Le jeudi 21 mai, à l’occasion de la Fête de la Nature, l’association Eco-Sciences Mosson invitait les montpelliérains à venir assister à l’inauguration de la nouvelle version du sentier REVE (REvalorisation et reVegetalisation des espaces verts) qui serpente entre les berges de la Mosson et la médiathèque Jean-Jacques Rousseau. Un parcours pédagogique en cinq étapes pour retracer l’histoire de la végétation méditerranéenne depuis la fin de la dernière glaciation, il y a 10 000 ans, jusqu’à nos jours. C’est le président de l’association, Adam Ali, aussi maître de conférence à l’Université de Montpellier, qui s’est chargé de remonter le temps pour partager son savoir.
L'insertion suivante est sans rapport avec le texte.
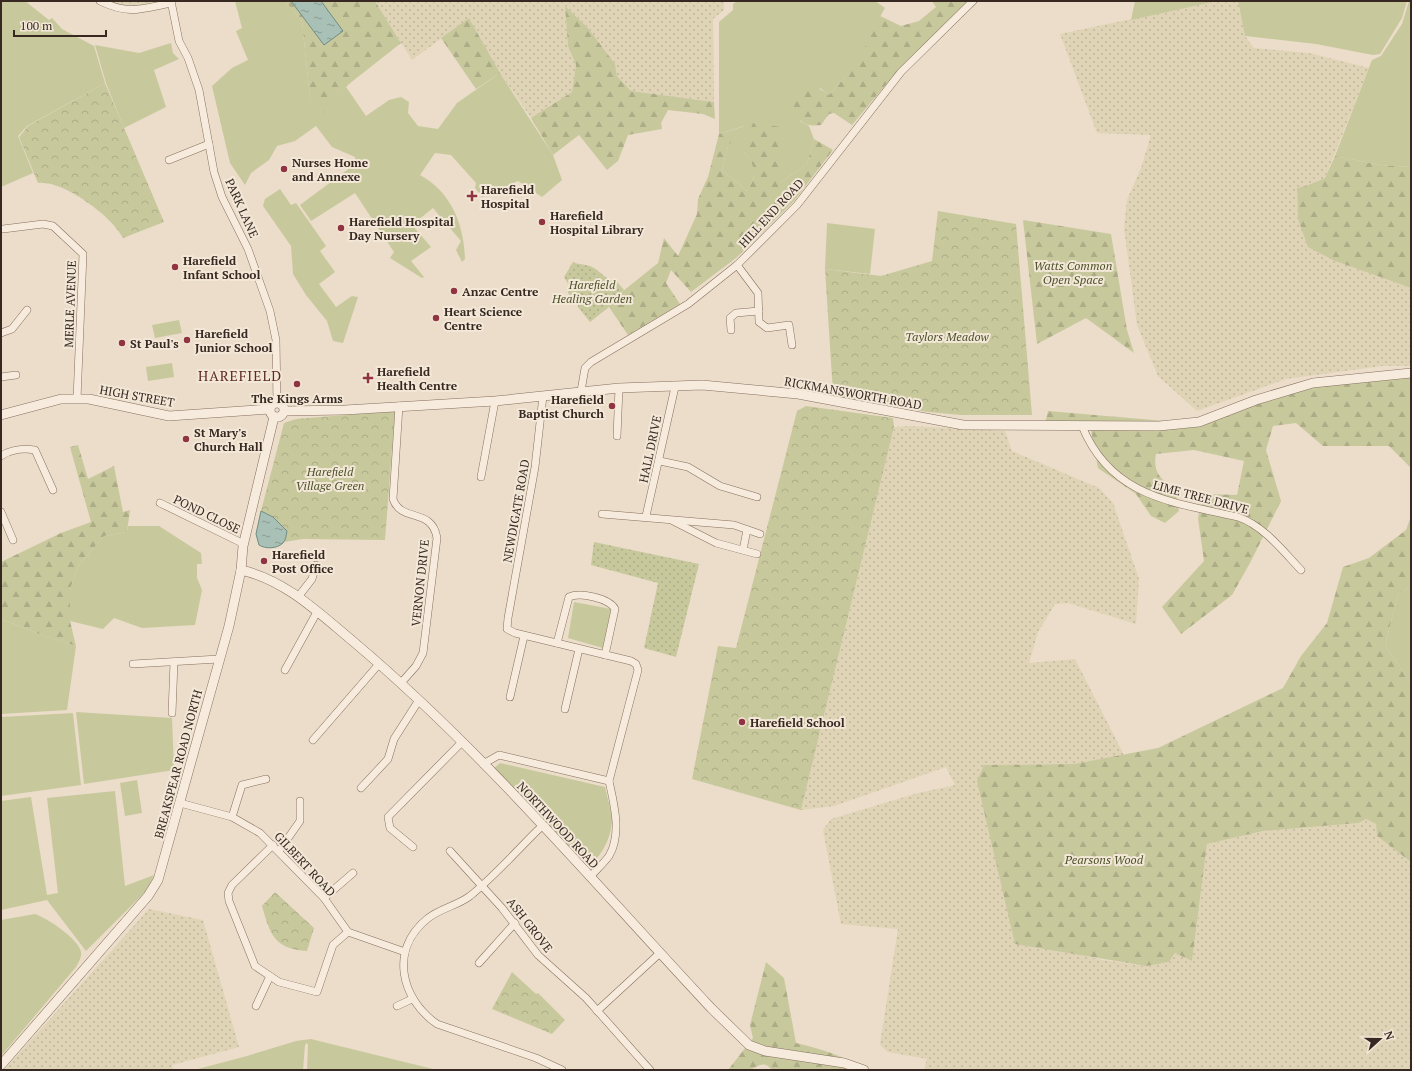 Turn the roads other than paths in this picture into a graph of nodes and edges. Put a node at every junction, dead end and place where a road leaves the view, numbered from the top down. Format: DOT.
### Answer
graph roads {
  1 [pos="100,1"];
  2 [pos="973,1"];
  3 [pos="171,2"];
  4 [pos="209,144"];
  5 [pos="169,160"];
  6 [pos="3,229"];
  7 [pos="737,265"];
  8 [pos="27,310"];
  9 [pos="759,311"];
  10 [pos="731,330"];
  11 [pos="1,333"];
  12 [pos="792,345"];
  13 [pos="1411,373"];
  14 [pos="16,375"];
  15 [pos="1,377"];
  16 [pos="675,387"];
  17 [pos="620,388"];
  18 [pos="581,391"];
  19 [pos="543,396"];
  20 [pos="77,399"];
  21 [pos="495,401"];
  22 [pos="277,403"];
  23 [pos="399,406"];
  24 [pos="285,411"];
  25 [pos="272,413"];
  26 [pos="1,415"];
  27 [pos="1082,426"];
  28 [pos="617,436"];
  29 [pos="1,456"];
  30 [pos="660,461"];
  31 [pos="481,477"];
  32 [pos="53,490"];
  33 [pos="757,497"];
  34 [pos="160,503"];
  35 [pos="1,512"];
  36 [pos="602,514"];
  37 [pos="646,516"];
  38 [pos="669,519"];
  39 [pos="747,530"];
  40 [pos="5,532"];
  41 [pos="760,534"];
  42 [pos="13,540"];
  43 [pos="244,544"];
  44 [pos="743,550"];
  45 [pos="757,554"];
  46 [pos="316,565"];
  47 [pos="241,570"];
  48 [pos="1301,570"];
  49 [pos="298,597"];
  50 [pos="318,612"];
  51 [pos="524,636"];
  52 [pos="557,643"];
  53 [pos="579,649"];
  54 [pos="605,655"];
  55 [pos="219,659"];
  56 [pos="174,662"];
  57 [pos="133,664"];
  58 [pos="379,664"];
  59 [pos="285,670"];
  60 [pos="401,683"];
  61 [pos="510,697"];
  62 [pos="419,700"];
  63 [pos="565,709"];
  64 [pos="172,713"];
  65 [pos="313,740"];
  66 [pos="462,742"];
  67 [pos="483,764"];
  68 [pos="266,779"];
  69 [pos="609,781"];
  70 [pos="361,788"];
  71 [pos="300,801"];
  72 [pos="180,803"];
  73 [pos="232,817"];
  74 [pos="542,826"];
  75 [pos="273,845"];
  76 [pos="413,847"];
  77 [pos="279,851"];
  78 [pos="450,851"];
  79 [pos="353,873"];
  80 [pos="590,877"];
  81 [pos="481,885"];
  82 [pos="324,898"];
  83 [pos="515,923"];
  84 [pos="348,932"];
  85 [pos="405,952"];
  86 [pos="660,953"];
  87 [pos="479,963"];
  88 [pos="270,976"];
  89 [pos="412,999"];
  90 [pos="256,1006"];
  91 [pos="397,1006"];
  92 [pos="597,1011"];
  93 [pos="1,1065"];
  94 [pos="562,1070"];
  95 [pos="650,1070"];
  96 [pos="864,1070"];
  1 -- 3 [label="street"];
  2 -- 7 [label="street, HILL END ROAD"];
  3 -- 4 [label="street, PARK LANE"];
  4 -- 5 [label="street"];
  4 -- 22 [label="street, PARK LANE"];
  6 -- 20 [label="street, MERLE AVENUE"];
  7 -- 9 [label="street"];
  7 -- 18 [label="street, HILL END ROAD"];
  8 -- 11 [label="street"];
  9 -- 10 [label="street"];
  9 -- 12 [label="street"];
  13 -- 27 [label="street, RICKMANSWORTH ROAD"];
  14 -- 15 [label="street"];
  16 -- 17 [label="street, RICKMANSWORTH ROAD"];
  16 -- 27 [label="street, RICKMANSWORTH ROAD"];
  16 -- 30 [label="street, HALL DRIVE"];
  17 -- 18 [label="street, RICKMANSWORTH ROAD"];
  17 -- 28 [label="street"];
  18 -- 19 [label="street, RICKMANSWORTH ROAD"];
  19 -- 21 [label="street, RICKMANSWORTH ROAD"];
  19 -- 51 [label="street, NEWDIGATE ROAD"];
  20 -- 25 [label="street, HIGH STREET"];
  20 -- 26 [label="street, HIGH STREET"];
  21 -- 23 [label="street, RICKMANSWORTH ROAD"];
  21 -- 31 [label="street"];
  22 -- 24 [label="street"];
  22 -- 25 [label="street"];
  23 -- 24 [label="street, RICKMANSWORTH ROAD"];
  23 -- 60 [label="street, VERNON DRIVE"];
  24 -- 25 [label="street"];
  25 -- 43 [label="street, BREAKSPEAR ROAD NORTH"];
  27 -- 48 [label="street, LIME TREE DRIVE"];
  29 -- 32 [label="street"];
  30 -- 33 [label="street"];
  30 -- 37 [label="street, HALL DRIVE"];
  34 -- 43 [label="street, POND CLOSE"];
  35 -- 40 [label="street"];
  36 -- 37 [label="street"];
  37 -- 38 [label="street"];
  38 -- 39 [label="street"];
  38 -- 44 [label="street"];
  39 -- 41 [label="street"];
  39 -- 44 [label="street"];
  40 -- 42 [label="street"];
  43 -- 47 [label="street, BREAKSPEAR ROAD NORTH"];
  44 -- 45 [label="street"];
  46 -- 49 [label="street"];
  47 -- 49 [label="street, NORTHWOOD ROAD"];
  47 -- 55 [label="street, BREAKSPEAR ROAD NORTH"];
  49 -- 50 [label="street, NORTHWOOD ROAD"];
  50 -- 58 [label="street, NORTHWOOD ROAD"];
  50 -- 59 [label="street"];
  51 -- 52 [label="street"];
  51 -- 61 [label="street"];
  52 -- 53 [label="street"];
  52 -- 54 [label="street"];
  53 -- 54 [label="street"];
  53 -- 63 [label="street"];
  54 -- 69 [label="street"];
  55 -- 56 [label="street"];
  55 -- 72 [label="street, BREAKSPEAR ROAD NORTH"];
  56 -- 57 [label="street"];
  56 -- 64 [label="street"];
  58 -- 60 [label="street, NORTHWOOD ROAD"];
  58 -- 65 [label="street"];
  60 -- 62 [label="street, NORTHWOOD ROAD"];
  62 -- 66 [label="street, NORTHWOOD ROAD"];
  62 -- 70 [label="street"];
  66 -- 67 [label="street, NORTHWOOD ROAD"];
  66 -- 76 [label="street"];
  67 -- 69 [label="street"];
  67 -- 74 [label="street, NORTHWOOD ROAD"];
  68 -- 73 [label="street"];
  69 -- 80 [label="street"];
  71 -- 77 [label="street"];
  72 -- 73 [label="street, GILBERT ROAD"];
  72 -- 93 [label="street, BREAKSPEAR ROAD NORTH"];
  73 -- 75 [label="street, GILBERT ROAD"];
  74 -- 80 [label="street, NORTHWOOD ROAD"];
  74 -- 81 [label="street"];
  75 -- 77 [label="street, GILBERT ROAD"];
  75 -- 88 [label="street"];
  77 -- 82 [label="street, GILBERT ROAD"];
  78 -- 81 [label="street, ASH GROVE"];
  79 -- 82 [label="street"];
  80 -- 86 [label="street, NORTHWOOD ROAD"];
  81 -- 83 [label="street, ASH GROVE"];
  81 -- 85 [label="street"];
  82 -- 84 [label="street, GILBERT ROAD"];
  83 -- 87 [label="street"];
  83 -- 92 [label="street, ASH GROVE"];
  84 -- 85 [label="street"];
  84 -- 88 [label="street"];
  85 -- 89 [label="street"];
  86 -- 92 [label="street"];
  86 -- 96 [label="street, NORTHWOOD ROAD"];
  88 -- 90 [label="street"];
  89 -- 91 [label="street"];
  89 -- 94 [label="street"];
  92 -- 95 [label="street, ASH GROVE"];
}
Une belle initiation à la botanique pour cette association qui s’appuie sur « l’engagement et la complémentarité d’enseignants, de parents d’élèves et d’habitants » et dont la devise est « On peut parler des sciences à La Paillade sans être pris pour un fou ». Suivez le sentier !
Le contexte géologique
« On ne peut pas étudier la végétation d’un milieu sans avoir une approche chronologique et géologique », débute Vincent Girard, lui aussi maître de conférence à l’Université de Montpellier et membre de l’association. Car en effet, c’est le substrat qui va déterminer quels types de plantes vont pouvoir s’installer. Ici le sol est composé de calcaire datant du Jurassique (200 – 145 millions d’années). Une formation marine à partir de calcium et de magnésium comme en atteste la présence de fossiles d’ammonites, des mollusques aquatiques aujourd’hui éteints. Mais comment une couche calcaire formée il y a des millions d’années peut-elle se trouver sous nos pieds ? « Il a fallu d’énormes forces et contraintes », explique Vincent Girard.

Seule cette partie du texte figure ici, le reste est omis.